2008-04-22

Né italiani né cinesi

Stare a Pechino da studente e single è una gran ficata, perché c’è sempre una buona occasione di far festa con gente nuova di ogni razza e colore, ma quando si cresce, me ne rendo conto, le cose cambiano. Chi lavora è pù stressato e non ce la fa ad andare a ballare in posti luridi, bevendo porcherie da 5 kuai e tirando le sette del mattino, ma preferisce rilassarsi in posti meno caotici e, necessariamente, meno adatti alla socializzazione; e del resto chi è in coppia ma ha un partner lontano è escluso sia dalle uscite con altre coppie sia dai gruppi in tempesta ormonale che in media escono con l’unico scopo di trovare compagni/compagne per la notte.

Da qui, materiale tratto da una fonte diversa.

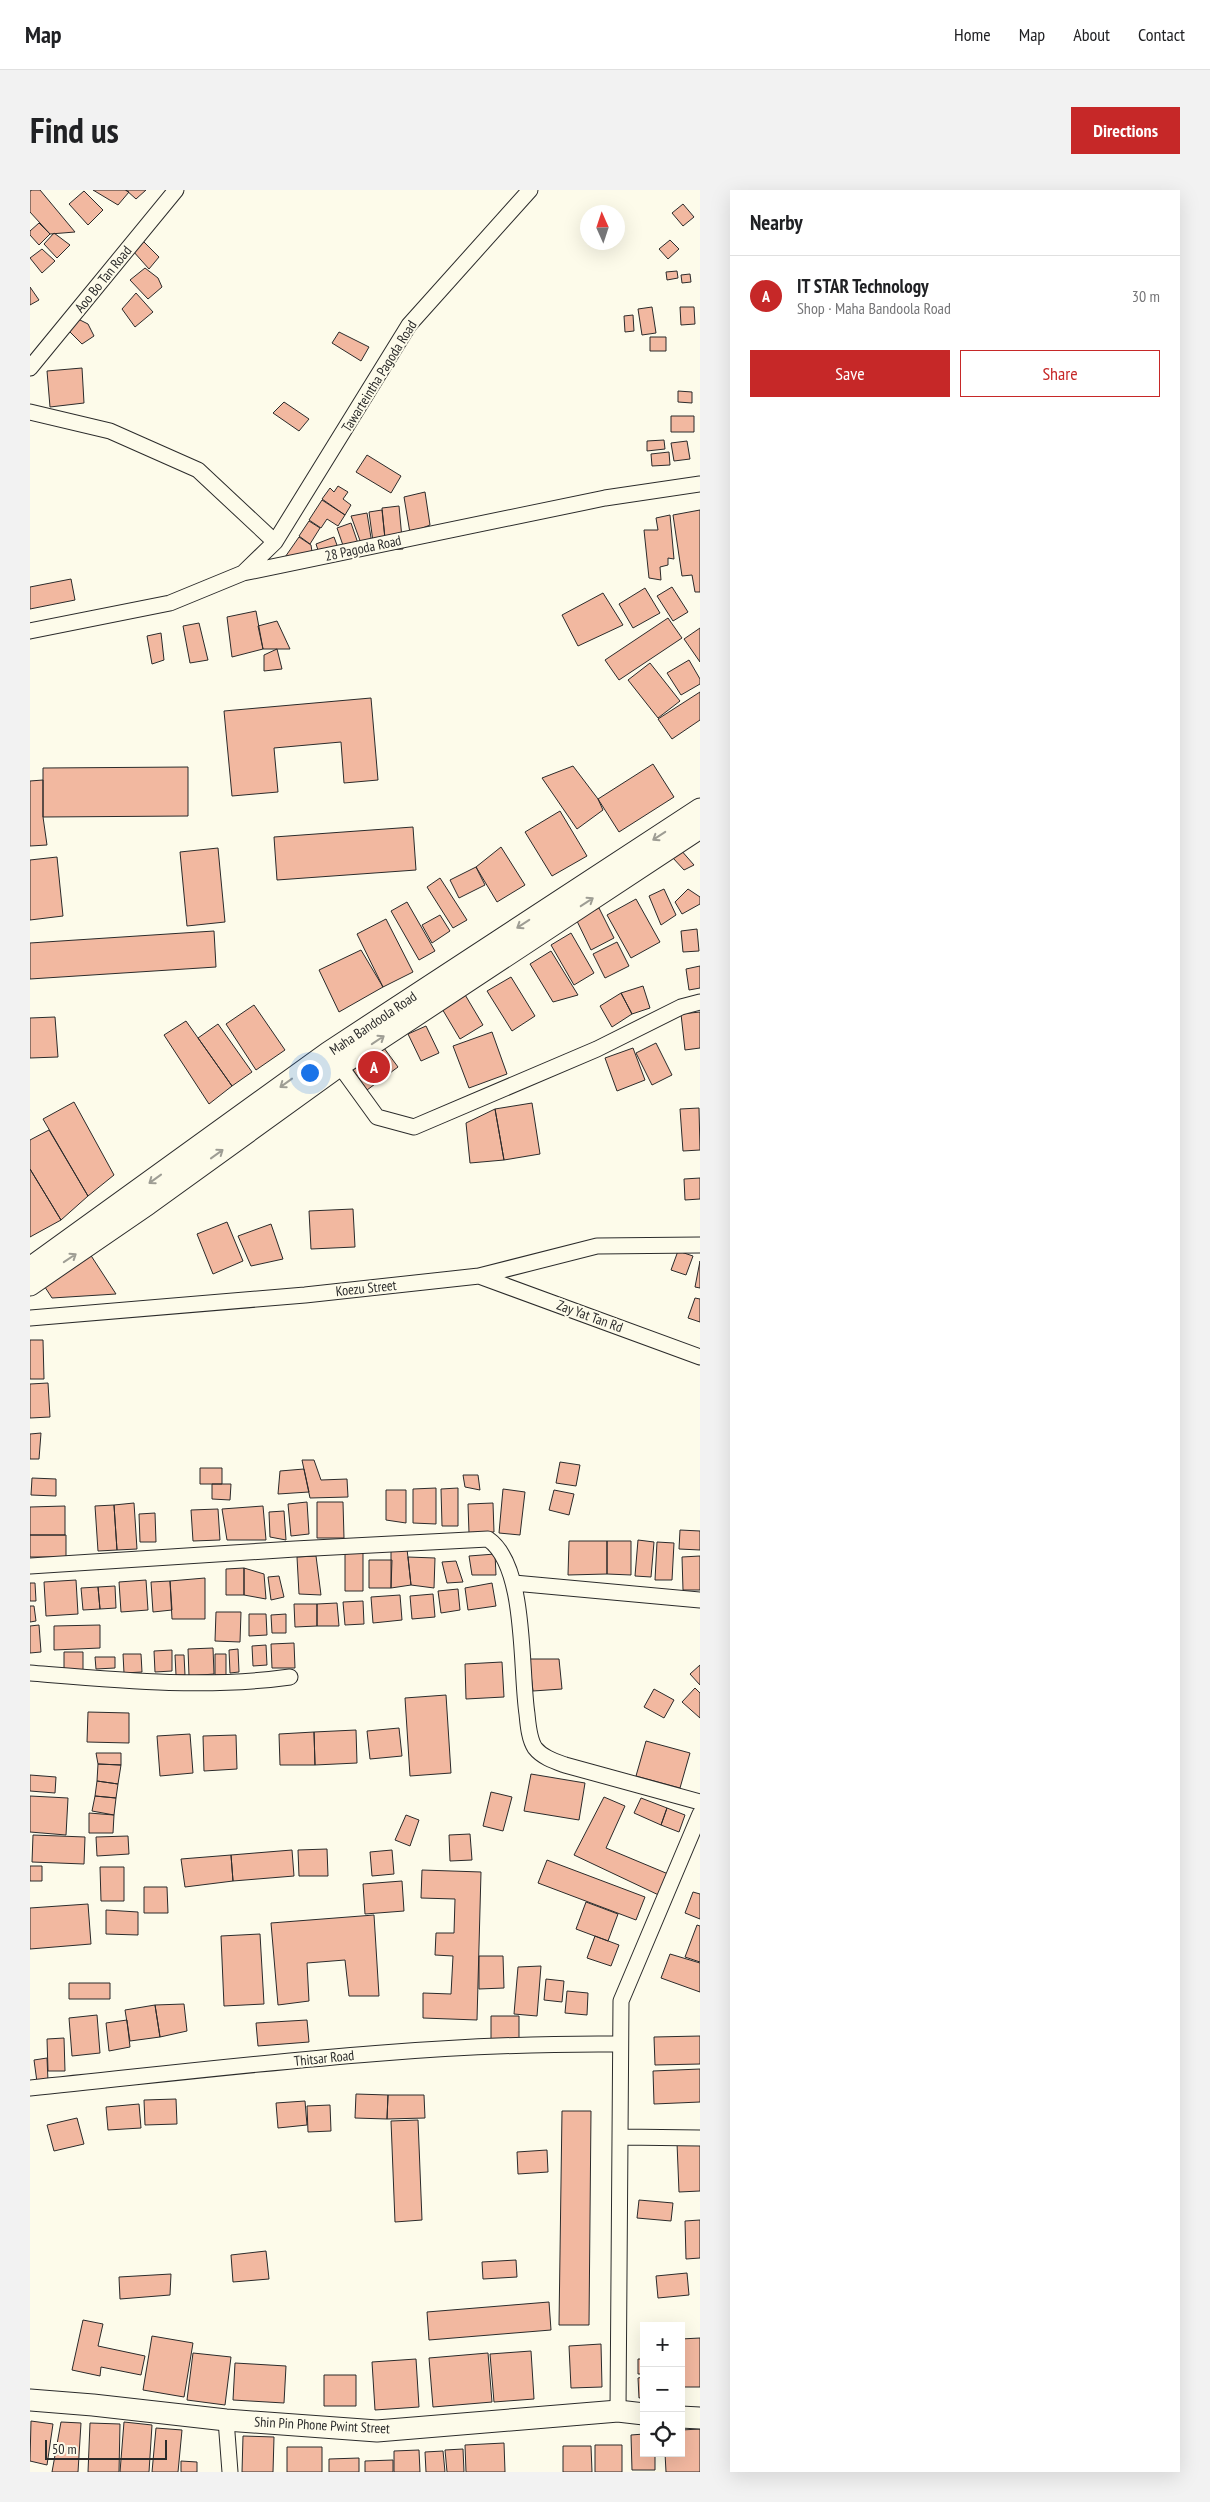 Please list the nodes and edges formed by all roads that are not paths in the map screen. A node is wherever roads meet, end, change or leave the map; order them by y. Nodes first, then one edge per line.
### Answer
1 (176, 190) edge
2 (530, 190) edge
3 (30, 368) edge
4 (30, 412) edge
5 (700, 484) edge
6 (275, 542) junction
7 (242, 573) junction
8 (30, 631) edge
9 (700, 809) edge
10 (700, 828) edge
11 (700, 1002) edge
12 (334, 1059) junction
13 (700, 1245) edge
14 (30, 1268) edge
15 (479, 1276) junction
16 (30, 1285) edge
17 (30, 1318) edge
18 (700, 1357) edge
19 (30, 1566) edge
20 (514, 1583) junction
21 (700, 1600) edge
22 (30, 1673) edge
23 (290, 1677) dead end
24 (700, 1802) edge
25 (700, 1814) edge
26 (619, 2044) junction
27 (30, 2088) edge
28 (622, 2137) junction
29 (700, 2138) edge
30 (30, 2400) edge
31 (618, 2411) junction
32 (640, 2414) edge
33 (685, 2418) edge
34 (700, 2418) edge
35 (226, 2420) junction
36 (230, 2472) edge

1 - 3 street, Aoo Bo Tan Road
2 - 6 street, Tawarteintha Pagoda Road
4 - 6 street
5 - 7 street, 28 Pagoda Road
6 - 7 street, Tawarteintha Pagoda Road
7 - 8 street, 28 Pagoda Road
9 -> 12 main road, Maha Bandoola Road
12 -> 10 main road, Maha Bandoola Road
11 - 12 street
12 -> 14 main road, Maha Bandoola Road
16 -> 12 main road, Maha Bandoola Road
13 - 15 street, Koezu Street
15 - 17 street, Koezu Street
15 - 18 street, Zay Yat Tan Rd
19 - 20 street
20 - 21 street
20 - 24 street
22 - 23 street
25 - 26 street
26 - 27 street, Thitsar Road
26 - 28 street
28 - 29 street
28 - 31 street
30 - 35 main road, Shin Pin Phone Pwint Street
31 - 32 main road, Shin Pin Phone Pwint Street
31 - 35 main road, Shin Pin Phone Pwint Street
33 - 34 main road
35 - 36 street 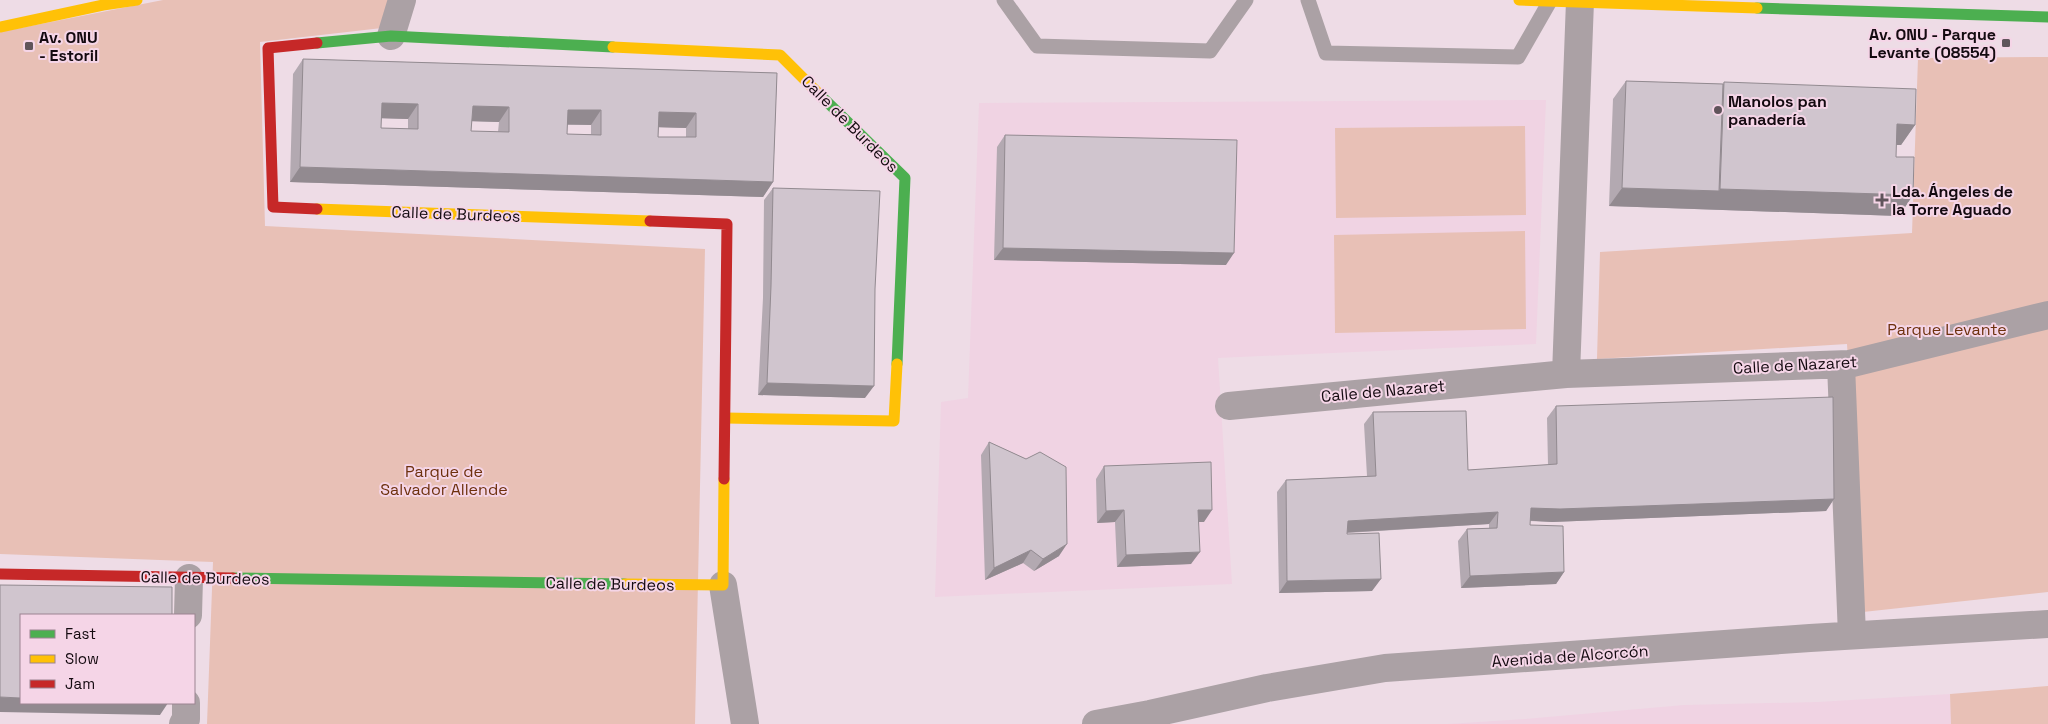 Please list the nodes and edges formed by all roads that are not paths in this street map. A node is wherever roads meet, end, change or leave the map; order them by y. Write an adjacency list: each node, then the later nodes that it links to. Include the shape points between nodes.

Non è facile incontrare gente con cui passare il tempo libero, e ad aggravare la mia situazione c’è il fatto che non sono sportivo, e quindi non prendo nemmeno in considerazione la possibiltà di giocare a calcetto o andare in palestra, e che non sono un uomo in carriera, e quindi non ci sto dentro ad uscire con gente del mio ramo che parla solo di business in bar pettinatissimi e ristoranti fighetti. Non c’è quindi da stupirsi se, in questo periodo, non trovo granché da fare e, se le sere infrasettimanali le passo a chiattare online con Dandan, nel weekend la mia solitudine mi crolla addosso durissima e trascorro intere giornate attaccato al computer o a leggere libri.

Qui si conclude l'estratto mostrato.